• [What is needed]:
All of the data below should be returned exactly.

• [Saved data entries]:
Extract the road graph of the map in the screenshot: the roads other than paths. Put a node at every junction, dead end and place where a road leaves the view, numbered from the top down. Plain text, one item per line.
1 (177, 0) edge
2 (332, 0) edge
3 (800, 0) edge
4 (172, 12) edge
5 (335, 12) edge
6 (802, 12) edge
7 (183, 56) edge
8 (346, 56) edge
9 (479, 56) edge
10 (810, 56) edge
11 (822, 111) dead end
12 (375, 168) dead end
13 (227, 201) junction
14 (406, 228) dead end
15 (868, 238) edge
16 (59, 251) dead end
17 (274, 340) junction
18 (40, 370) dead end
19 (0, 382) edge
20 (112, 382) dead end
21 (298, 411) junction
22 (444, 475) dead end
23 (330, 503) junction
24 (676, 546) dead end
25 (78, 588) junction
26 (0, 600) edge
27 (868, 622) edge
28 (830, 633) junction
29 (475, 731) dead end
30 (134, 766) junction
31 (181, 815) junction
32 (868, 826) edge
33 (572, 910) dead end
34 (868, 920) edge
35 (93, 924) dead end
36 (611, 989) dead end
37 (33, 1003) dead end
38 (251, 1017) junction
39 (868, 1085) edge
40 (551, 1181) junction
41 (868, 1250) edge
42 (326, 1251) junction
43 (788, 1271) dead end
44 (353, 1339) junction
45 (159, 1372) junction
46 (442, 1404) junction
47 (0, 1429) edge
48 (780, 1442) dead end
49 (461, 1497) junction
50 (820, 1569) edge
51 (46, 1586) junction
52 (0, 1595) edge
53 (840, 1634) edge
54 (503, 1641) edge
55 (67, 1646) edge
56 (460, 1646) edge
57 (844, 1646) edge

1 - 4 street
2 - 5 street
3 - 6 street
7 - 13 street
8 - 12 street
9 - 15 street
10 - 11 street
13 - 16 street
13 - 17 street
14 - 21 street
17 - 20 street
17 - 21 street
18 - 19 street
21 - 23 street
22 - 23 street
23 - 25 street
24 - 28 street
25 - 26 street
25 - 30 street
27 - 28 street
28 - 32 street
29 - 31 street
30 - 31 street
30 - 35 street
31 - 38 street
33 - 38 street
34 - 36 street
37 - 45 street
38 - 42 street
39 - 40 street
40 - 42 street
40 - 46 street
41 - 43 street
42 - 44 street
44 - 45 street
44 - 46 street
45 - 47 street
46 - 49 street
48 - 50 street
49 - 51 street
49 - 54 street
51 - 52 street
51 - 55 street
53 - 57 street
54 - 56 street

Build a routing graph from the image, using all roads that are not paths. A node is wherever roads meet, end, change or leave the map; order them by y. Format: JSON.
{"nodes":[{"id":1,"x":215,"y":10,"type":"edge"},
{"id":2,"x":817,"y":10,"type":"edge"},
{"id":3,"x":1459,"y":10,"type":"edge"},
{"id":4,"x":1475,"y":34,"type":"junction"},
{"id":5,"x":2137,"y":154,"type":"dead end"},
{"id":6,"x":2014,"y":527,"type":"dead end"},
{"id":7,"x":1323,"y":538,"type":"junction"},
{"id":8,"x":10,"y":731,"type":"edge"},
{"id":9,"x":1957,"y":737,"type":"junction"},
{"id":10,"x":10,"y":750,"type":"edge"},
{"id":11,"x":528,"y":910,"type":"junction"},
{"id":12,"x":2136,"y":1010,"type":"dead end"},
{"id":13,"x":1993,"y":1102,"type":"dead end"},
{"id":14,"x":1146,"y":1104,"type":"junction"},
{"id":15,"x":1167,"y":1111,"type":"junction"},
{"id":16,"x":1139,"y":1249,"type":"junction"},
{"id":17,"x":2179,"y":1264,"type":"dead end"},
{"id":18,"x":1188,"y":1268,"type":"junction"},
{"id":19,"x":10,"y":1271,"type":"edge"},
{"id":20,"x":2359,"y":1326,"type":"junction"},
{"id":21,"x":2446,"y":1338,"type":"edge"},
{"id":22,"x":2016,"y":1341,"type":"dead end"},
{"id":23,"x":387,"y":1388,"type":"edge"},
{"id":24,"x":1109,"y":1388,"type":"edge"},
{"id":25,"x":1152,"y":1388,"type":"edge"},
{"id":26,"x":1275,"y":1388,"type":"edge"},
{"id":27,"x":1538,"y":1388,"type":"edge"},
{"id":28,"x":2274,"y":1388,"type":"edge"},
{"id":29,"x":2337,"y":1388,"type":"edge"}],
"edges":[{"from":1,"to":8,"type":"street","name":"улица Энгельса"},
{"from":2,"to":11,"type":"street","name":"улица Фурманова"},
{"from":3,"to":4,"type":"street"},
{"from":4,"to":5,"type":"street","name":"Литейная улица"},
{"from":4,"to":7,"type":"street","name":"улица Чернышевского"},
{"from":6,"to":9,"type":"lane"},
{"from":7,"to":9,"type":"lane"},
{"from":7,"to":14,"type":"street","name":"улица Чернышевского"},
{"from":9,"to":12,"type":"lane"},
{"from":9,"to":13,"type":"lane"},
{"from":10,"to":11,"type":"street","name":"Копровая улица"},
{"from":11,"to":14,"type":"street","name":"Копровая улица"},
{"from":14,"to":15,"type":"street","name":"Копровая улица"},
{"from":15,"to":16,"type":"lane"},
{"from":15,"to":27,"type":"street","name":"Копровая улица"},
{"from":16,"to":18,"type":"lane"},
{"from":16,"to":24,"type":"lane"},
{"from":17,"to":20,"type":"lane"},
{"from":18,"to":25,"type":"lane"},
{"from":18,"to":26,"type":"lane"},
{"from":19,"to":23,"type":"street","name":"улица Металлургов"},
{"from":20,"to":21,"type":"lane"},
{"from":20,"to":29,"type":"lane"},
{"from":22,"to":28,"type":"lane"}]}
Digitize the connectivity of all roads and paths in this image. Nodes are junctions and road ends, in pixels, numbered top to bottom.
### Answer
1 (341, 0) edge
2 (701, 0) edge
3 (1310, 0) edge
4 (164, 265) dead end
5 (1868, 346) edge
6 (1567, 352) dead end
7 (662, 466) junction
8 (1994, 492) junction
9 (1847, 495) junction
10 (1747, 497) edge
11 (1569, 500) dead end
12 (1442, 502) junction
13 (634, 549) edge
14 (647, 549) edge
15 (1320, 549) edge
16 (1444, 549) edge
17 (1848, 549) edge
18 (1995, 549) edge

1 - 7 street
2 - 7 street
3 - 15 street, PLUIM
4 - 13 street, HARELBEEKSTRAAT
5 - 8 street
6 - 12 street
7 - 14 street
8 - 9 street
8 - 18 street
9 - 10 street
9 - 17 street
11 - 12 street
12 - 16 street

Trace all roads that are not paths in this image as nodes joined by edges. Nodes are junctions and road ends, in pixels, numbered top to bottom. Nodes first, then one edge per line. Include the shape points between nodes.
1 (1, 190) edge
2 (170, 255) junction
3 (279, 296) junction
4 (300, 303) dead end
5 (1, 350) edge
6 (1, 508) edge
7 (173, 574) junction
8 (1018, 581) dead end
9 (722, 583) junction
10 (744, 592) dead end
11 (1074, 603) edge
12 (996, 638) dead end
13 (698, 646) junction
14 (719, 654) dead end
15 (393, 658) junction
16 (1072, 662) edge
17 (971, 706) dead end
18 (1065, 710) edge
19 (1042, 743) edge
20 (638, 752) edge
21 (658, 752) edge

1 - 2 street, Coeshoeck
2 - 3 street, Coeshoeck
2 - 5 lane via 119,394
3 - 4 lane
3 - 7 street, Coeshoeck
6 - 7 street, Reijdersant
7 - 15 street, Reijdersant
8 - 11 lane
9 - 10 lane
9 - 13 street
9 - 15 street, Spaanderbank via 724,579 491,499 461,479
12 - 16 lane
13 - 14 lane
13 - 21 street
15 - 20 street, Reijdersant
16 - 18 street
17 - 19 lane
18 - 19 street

• [Final answer]:
Extract the road graph of the map in the screenshot: the roads other than paths. Put a node at every junction, dead end and place where a road leaves the view, numbered from the top down. Plain text, one item per line.
1 (177, 0) edge
2 (332, 0) edge
3 (800, 0) edge
4 (172, 12) edge
5 (335, 12) edge
6 (802, 12) edge
7 (183, 56) edge
8 (346, 56) edge
9 (479, 56) edge
10 (810, 56) edge
11 (822, 111) dead end
12 (375, 168) dead end
13 (227, 201) junction
14 (406, 228) dead end
15 (868, 238) edge
16 (59, 251) dead end
17 (274, 340) junction
18 (40, 370) dead end
19 (0, 382) edge
20 (112, 382) dead end
21 (298, 411) junction
22 (444, 475) dead end
23 (330, 503) junction
24 (676, 546) dead end
25 (78, 588) junction
26 (0, 600) edge
27 (868, 622) edge
28 (830, 633) junction
29 (475, 731) dead end
30 (134, 766) junction
31 (181, 815) junction
32 (868, 826) edge
33 (572, 910) dead end
34 (868, 920) edge
35 (93, 924) dead end
36 (611, 989) dead end
37 (33, 1003) dead end
38 (251, 1017) junction
39 (868, 1085) edge
40 (551, 1181) junction
41 (868, 1250) edge
42 (326, 1251) junction
43 (788, 1271) dead end
44 (353, 1339) junction
45 (159, 1372) junction
46 (442, 1404) junction
47 (0, 1429) edge
48 (780, 1442) dead end
49 (461, 1497) junction
50 (820, 1569) edge
51 (46, 1586) junction
52 (0, 1595) edge
53 (840, 1634) edge
54 (503, 1641) edge
55 (67, 1646) edge
56 (460, 1646) edge
57 (844, 1646) edge

1 - 4 street
2 - 5 street
3 - 6 street
7 - 13 street
8 - 12 street
9 - 15 street
10 - 11 street
13 - 16 street
13 - 17 street
14 - 21 street
17 - 20 street
17 - 21 street
18 - 19 street
21 - 23 street
22 - 23 street
23 - 25 street
24 - 28 street
25 - 26 street
25 - 30 street
27 - 28 street
28 - 32 street
29 - 31 street
30 - 31 street
30 - 35 street
31 - 38 street
33 - 38 street
34 - 36 street
37 - 45 street
38 - 42 street
39 - 40 street
40 - 42 street
40 - 46 street
41 - 43 street
42 - 44 street
44 - 45 street
44 - 46 street
45 - 47 street
46 - 49 street
48 - 50 street
49 - 51 street
49 - 54 street
51 - 52 street
51 - 55 street
53 - 57 street
54 - 56 street

Build a routing graph from the image, using all roads that are not paths. A node is wherever roads meet, end, change or leave the map; order them by y. Format: JSON.
{"nodes":[{"id":1,"x":215,"y":10,"type":"edge"},
{"id":2,"x":817,"y":10,"type":"edge"},
{"id":3,"x":1459,"y":10,"type":"edge"},
{"id":4,"x":1475,"y":34,"type":"junction"},
{"id":5,"x":2137,"y":154,"type":"dead end"},
{"id":6,"x":2014,"y":527,"type":"dead end"},
{"id":7,"x":1323,"y":538,"type":"junction"},
{"id":8,"x":10,"y":731,"type":"edge"},
{"id":9,"x":1957,"y":737,"type":"junction"},
{"id":10,"x":10,"y":750,"type":"edge"},
{"id":11,"x":528,"y":910,"type":"junction"},
{"id":12,"x":2136,"y":1010,"type":"dead end"},
{"id":13,"x":1993,"y":1102,"type":"dead end"},
{"id":14,"x":1146,"y":1104,"type":"junction"},
{"id":15,"x":1167,"y":1111,"type":"junction"},
{"id":16,"x":1139,"y":1249,"type":"junction"},
{"id":17,"x":2179,"y":1264,"type":"dead end"},
{"id":18,"x":1188,"y":1268,"type":"junction"},
{"id":19,"x":10,"y":1271,"type":"edge"},
{"id":20,"x":2359,"y":1326,"type":"junction"},
{"id":21,"x":2446,"y":1338,"type":"edge"},
{"id":22,"x":2016,"y":1341,"type":"dead end"},
{"id":23,"x":387,"y":1388,"type":"edge"},
{"id":24,"x":1109,"y":1388,"type":"edge"},
{"id":25,"x":1152,"y":1388,"type":"edge"},
{"id":26,"x":1275,"y":1388,"type":"edge"},
{"id":27,"x":1538,"y":1388,"type":"edge"},
{"id":28,"x":2274,"y":1388,"type":"edge"},
{"id":29,"x":2337,"y":1388,"type":"edge"}],
"edges":[{"from":1,"to":8,"type":"street","name":"улица Энгельса"},
{"from":2,"to":11,"type":"street","name":"улица Фурманова"},
{"from":3,"to":4,"type":"street"},
{"from":4,"to":5,"type":"street","name":"Литейная улица"},
{"from":4,"to":7,"type":"street","name":"улица Чернышевского"},
{"from":6,"to":9,"type":"lane"},
{"from":7,"to":9,"type":"lane"},
{"from":7,"to":14,"type":"street","name":"улица Чернышевского"},
{"from":9,"to":12,"type":"lane"},
{"from":9,"to":13,"type":"lane"},
{"from":10,"to":11,"type":"street","name":"Копровая улица"},
{"from":11,"to":14,"type":"street","name":"Копровая улица"},
{"from":14,"to":15,"type":"street","name":"Копровая улица"},
{"from":15,"to":16,"type":"lane"},
{"from":15,"to":27,"type":"street","name":"Копровая улица"},
{"from":16,"to":18,"type":"lane"},
{"from":16,"to":24,"type":"lane"},
{"from":17,"to":20,"type":"lane"},
{"from":18,"to":25,"type":"lane"},
{"from":18,"to":26,"type":"lane"},
{"from":19,"to":23,"type":"street","name":"улица Металлургов"},
{"from":20,"to":21,"type":"lane"},
{"from":20,"to":29,"type":"lane"},
{"from":22,"to":28,"type":"lane"}]}
Digitize the connectivity of all roads and paths in this image. Nodes are junctions and road ends, in pixels, numbered top to bottom.
### Answer
1 (341, 0) edge
2 (701, 0) edge
3 (1310, 0) edge
4 (164, 265) dead end
5 (1868, 346) edge
6 (1567, 352) dead end
7 (662, 466) junction
8 (1994, 492) junction
9 (1847, 495) junction
10 (1747, 497) edge
11 (1569, 500) dead end
12 (1442, 502) junction
13 (634, 549) edge
14 (647, 549) edge
15 (1320, 549) edge
16 (1444, 549) edge
17 (1848, 549) edge
18 (1995, 549) edge

1 - 7 street
2 - 7 street
3 - 15 street, PLUIM
4 - 13 street, HARELBEEKSTRAAT
5 - 8 street
6 - 12 street
7 - 14 street
8 - 9 street
8 - 18 street
9 - 10 street
9 - 17 street
11 - 12 street
12 - 16 street

Trace all roads that are not paths in this image as nodes joined by edges. Nodes are junctions and road ends, in pixels, numbered top to bottom. Nodes first, then one edge per line. Include the shape points between nodes.
1 (1, 190) edge
2 (170, 255) junction
3 (279, 296) junction
4 (300, 303) dead end
5 (1, 350) edge
6 (1, 508) edge
7 (173, 574) junction
8 (1018, 581) dead end
9 (722, 583) junction
10 (744, 592) dead end
11 (1074, 603) edge
12 (996, 638) dead end
13 (698, 646) junction
14 (719, 654) dead end
15 (393, 658) junction
16 (1072, 662) edge
17 (971, 706) dead end
18 (1065, 710) edge
19 (1042, 743) edge
20 (638, 752) edge
21 (658, 752) edge

1 - 2 street, Coeshoeck
2 - 3 street, Coeshoeck
2 - 5 lane via 119,394
3 - 4 lane
3 - 7 street, Coeshoeck
6 - 7 street, Reijdersant
7 - 15 street, Reijdersant
8 - 11 lane
9 - 10 lane
9 - 13 street
9 - 15 street, Spaanderbank via 724,579 491,499 461,479
12 - 16 lane
13 - 14 lane
13 - 21 street
15 - 20 street, Reijdersant
16 - 18 street
17 - 19 lane
18 - 19 street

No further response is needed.